WHAT THIS TASK INVOLVES
Set down each line of the data exactly, but not the pictures.

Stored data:
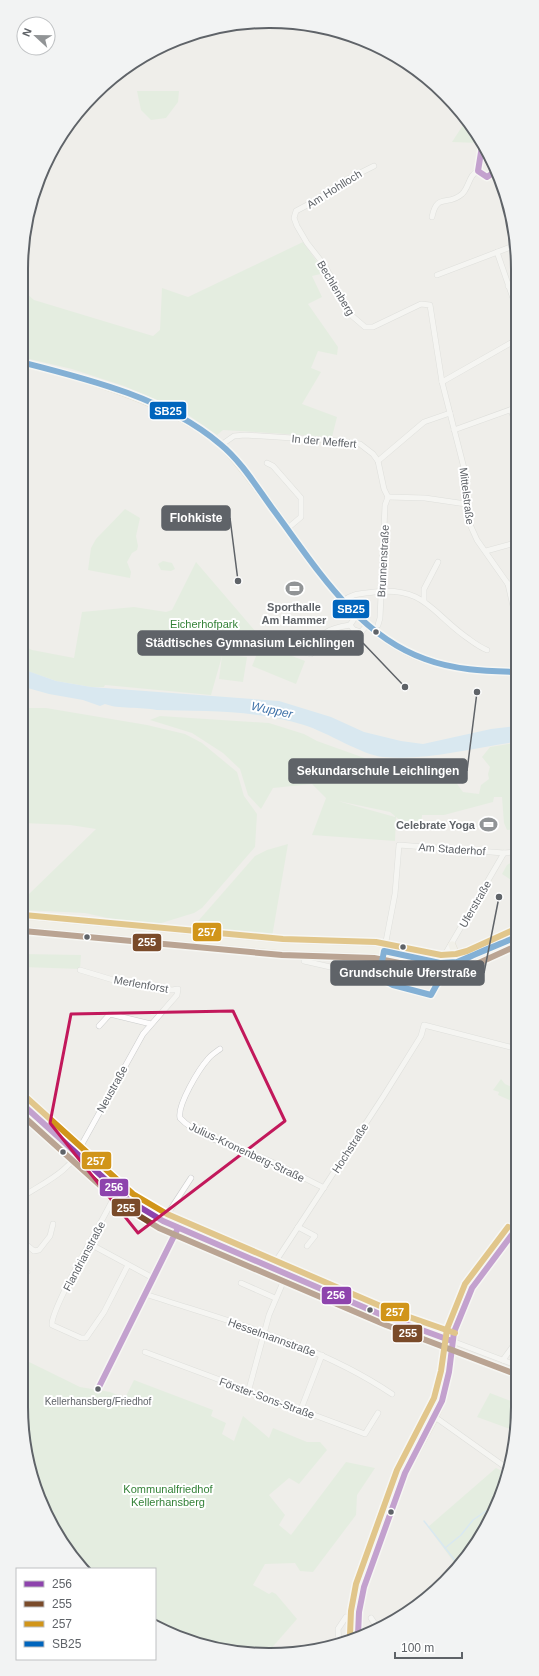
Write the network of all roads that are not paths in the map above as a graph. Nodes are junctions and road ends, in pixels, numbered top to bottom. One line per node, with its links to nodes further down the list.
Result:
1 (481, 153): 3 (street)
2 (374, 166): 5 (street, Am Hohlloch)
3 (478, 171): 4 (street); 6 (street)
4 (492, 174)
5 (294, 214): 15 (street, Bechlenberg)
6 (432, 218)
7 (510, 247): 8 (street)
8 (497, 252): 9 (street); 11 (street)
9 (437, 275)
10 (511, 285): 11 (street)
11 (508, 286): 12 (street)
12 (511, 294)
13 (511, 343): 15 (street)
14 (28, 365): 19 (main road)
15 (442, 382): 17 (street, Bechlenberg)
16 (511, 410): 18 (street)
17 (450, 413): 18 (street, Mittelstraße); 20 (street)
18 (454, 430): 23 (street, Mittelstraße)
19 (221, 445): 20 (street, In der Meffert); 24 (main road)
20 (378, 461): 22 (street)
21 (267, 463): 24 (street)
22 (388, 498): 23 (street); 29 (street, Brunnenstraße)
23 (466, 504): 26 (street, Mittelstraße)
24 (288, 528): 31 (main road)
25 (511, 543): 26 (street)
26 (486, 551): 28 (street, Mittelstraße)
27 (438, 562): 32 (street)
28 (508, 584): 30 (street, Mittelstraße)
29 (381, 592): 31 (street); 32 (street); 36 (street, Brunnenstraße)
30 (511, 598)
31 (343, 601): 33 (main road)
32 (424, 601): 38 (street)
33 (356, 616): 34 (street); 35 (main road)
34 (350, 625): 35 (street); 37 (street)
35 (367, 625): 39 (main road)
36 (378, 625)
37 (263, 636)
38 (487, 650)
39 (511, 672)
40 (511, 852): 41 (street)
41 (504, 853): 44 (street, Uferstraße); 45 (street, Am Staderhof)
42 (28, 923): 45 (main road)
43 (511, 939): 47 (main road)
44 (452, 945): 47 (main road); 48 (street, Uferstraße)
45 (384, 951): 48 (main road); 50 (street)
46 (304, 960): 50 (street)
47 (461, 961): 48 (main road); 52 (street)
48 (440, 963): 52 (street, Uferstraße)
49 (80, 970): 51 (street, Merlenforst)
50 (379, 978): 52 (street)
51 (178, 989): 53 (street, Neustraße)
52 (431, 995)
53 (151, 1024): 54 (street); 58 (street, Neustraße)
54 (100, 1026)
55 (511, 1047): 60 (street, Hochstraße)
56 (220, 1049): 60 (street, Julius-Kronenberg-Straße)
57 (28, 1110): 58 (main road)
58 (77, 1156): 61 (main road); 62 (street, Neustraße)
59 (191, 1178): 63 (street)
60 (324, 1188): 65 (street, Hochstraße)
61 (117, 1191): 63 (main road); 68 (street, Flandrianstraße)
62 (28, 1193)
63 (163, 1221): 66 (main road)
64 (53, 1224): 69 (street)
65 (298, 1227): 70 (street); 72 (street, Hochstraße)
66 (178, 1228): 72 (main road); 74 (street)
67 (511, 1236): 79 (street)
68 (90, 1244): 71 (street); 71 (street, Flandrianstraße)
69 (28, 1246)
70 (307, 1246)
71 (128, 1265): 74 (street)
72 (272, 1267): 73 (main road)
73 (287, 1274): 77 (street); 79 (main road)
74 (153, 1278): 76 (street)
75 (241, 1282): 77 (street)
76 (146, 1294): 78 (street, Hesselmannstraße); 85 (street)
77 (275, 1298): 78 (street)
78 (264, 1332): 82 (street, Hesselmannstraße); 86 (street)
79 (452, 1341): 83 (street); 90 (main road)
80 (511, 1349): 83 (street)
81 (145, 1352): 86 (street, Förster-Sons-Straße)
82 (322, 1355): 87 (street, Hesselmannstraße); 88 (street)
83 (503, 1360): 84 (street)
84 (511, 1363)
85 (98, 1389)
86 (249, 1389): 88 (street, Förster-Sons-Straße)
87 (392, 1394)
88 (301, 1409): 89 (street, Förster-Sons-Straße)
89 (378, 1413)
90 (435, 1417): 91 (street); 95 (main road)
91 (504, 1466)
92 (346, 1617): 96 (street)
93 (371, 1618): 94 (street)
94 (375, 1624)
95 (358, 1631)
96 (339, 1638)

TASK RESPONSE
Write the network of all roads that are not paths in the map above as a graph. Nodes are junctions and road ends, in pixels, numbered top to bottom. One line per node, with its links to nodes further down the list.
Result:
1 (481, 153): 3 (street)
2 (374, 166): 5 (street, Am Hohlloch)
3 (478, 171): 4 (street); 6 (street)
4 (492, 174)
5 (294, 214): 15 (street, Bechlenberg)
6 (432, 218)
7 (510, 247): 8 (street)
8 (497, 252): 9 (street); 11 (street)
9 (437, 275)
10 (511, 285): 11 (street)
11 (508, 286): 12 (street)
12 (511, 294)
13 (511, 343): 15 (street)
14 (28, 365): 19 (main road)
15 (442, 382): 17 (street, Bechlenberg)
16 (511, 410): 18 (street)
17 (450, 413): 18 (street, Mittelstraße); 20 (street)
18 (454, 430): 23 (street, Mittelstraße)
19 (221, 445): 20 (street, In der Meffert); 24 (main road)
20 (378, 461): 22 (street)
21 (267, 463): 24 (street)
22 (388, 498): 23 (street); 29 (street, Brunnenstraße)
23 (466, 504): 26 (street, Mittelstraße)
24 (288, 528): 31 (main road)
25 (511, 543): 26 (street)
26 (486, 551): 28 (street, Mittelstraße)
27 (438, 562): 32 (street)
28 (508, 584): 30 (street, Mittelstraße)
29 (381, 592): 31 (street); 32 (street); 36 (street, Brunnenstraße)
30 (511, 598)
31 (343, 601): 33 (main road)
32 (424, 601): 38 (street)
33 (356, 616): 34 (street); 35 (main road)
34 (350, 625): 35 (street); 37 (street)
35 (367, 625): 39 (main road)
36 (378, 625)
37 (263, 636)
38 (487, 650)
39 (511, 672)
40 (511, 852): 41 (street)
41 (504, 853): 44 (street, Uferstraße); 45 (street, Am Staderhof)
42 (28, 923): 45 (main road)
43 (511, 939): 47 (main road)
44 (452, 945): 47 (main road); 48 (street, Uferstraße)
45 (384, 951): 48 (main road); 50 (street)
46 (304, 960): 50 (street)
47 (461, 961): 48 (main road); 52 (street)
48 (440, 963): 52 (street, Uferstraße)
49 (80, 970): 51 (street, Merlenforst)
50 (379, 978): 52 (street)
51 (178, 989): 53 (street, Neustraße)
52 (431, 995)
53 (151, 1024): 54 (street); 58 (street, Neustraße)
54 (100, 1026)
55 (511, 1047): 60 (street, Hochstraße)
56 (220, 1049): 60 (street, Julius-Kronenberg-Straße)
57 (28, 1110): 58 (main road)
58 (77, 1156): 61 (main road); 62 (street, Neustraße)
59 (191, 1178): 63 (street)
60 (324, 1188): 65 (street, Hochstraße)
61 (117, 1191): 63 (main road); 68 (street, Flandrianstraße)
62 (28, 1193)
63 (163, 1221): 66 (main road)
64 (53, 1224): 69 (street)
65 (298, 1227): 70 (street); 72 (street, Hochstraße)
66 (178, 1228): 72 (main road); 74 (street)
67 (511, 1236): 79 (street)
68 (90, 1244): 71 (street); 71 (street, Flandrianstraße)
69 (28, 1246)
70 (307, 1246)
71 (128, 1265): 74 (street)
72 (272, 1267): 73 (main road)
73 (287, 1274): 77 (street); 79 (main road)
74 (153, 1278): 76 (street)
75 (241, 1282): 77 (street)
76 (146, 1294): 78 (street, Hesselmannstraße); 85 (street)
77 (275, 1298): 78 (street)
78 (264, 1332): 82 (street, Hesselmannstraße); 86 (street)
79 (452, 1341): 83 (street); 90 (main road)
80 (511, 1349): 83 (street)
81 (145, 1352): 86 (street, Förster-Sons-Straße)
82 (322, 1355): 87 (street, Hesselmannstraße); 88 (street)
83 (503, 1360): 84 (street)
84 (511, 1363)
85 (98, 1389)
86 (249, 1389): 88 (street, Förster-Sons-Straße)
87 (392, 1394)
88 (301, 1409): 89 (street, Förster-Sons-Straße)
89 (378, 1413)
90 (435, 1417): 91 (street); 95 (main road)
91 (504, 1466)
92 (346, 1617): 96 (street)
93 (371, 1618): 94 (street)
94 (375, 1624)
95 (358, 1631)
96 (339, 1638)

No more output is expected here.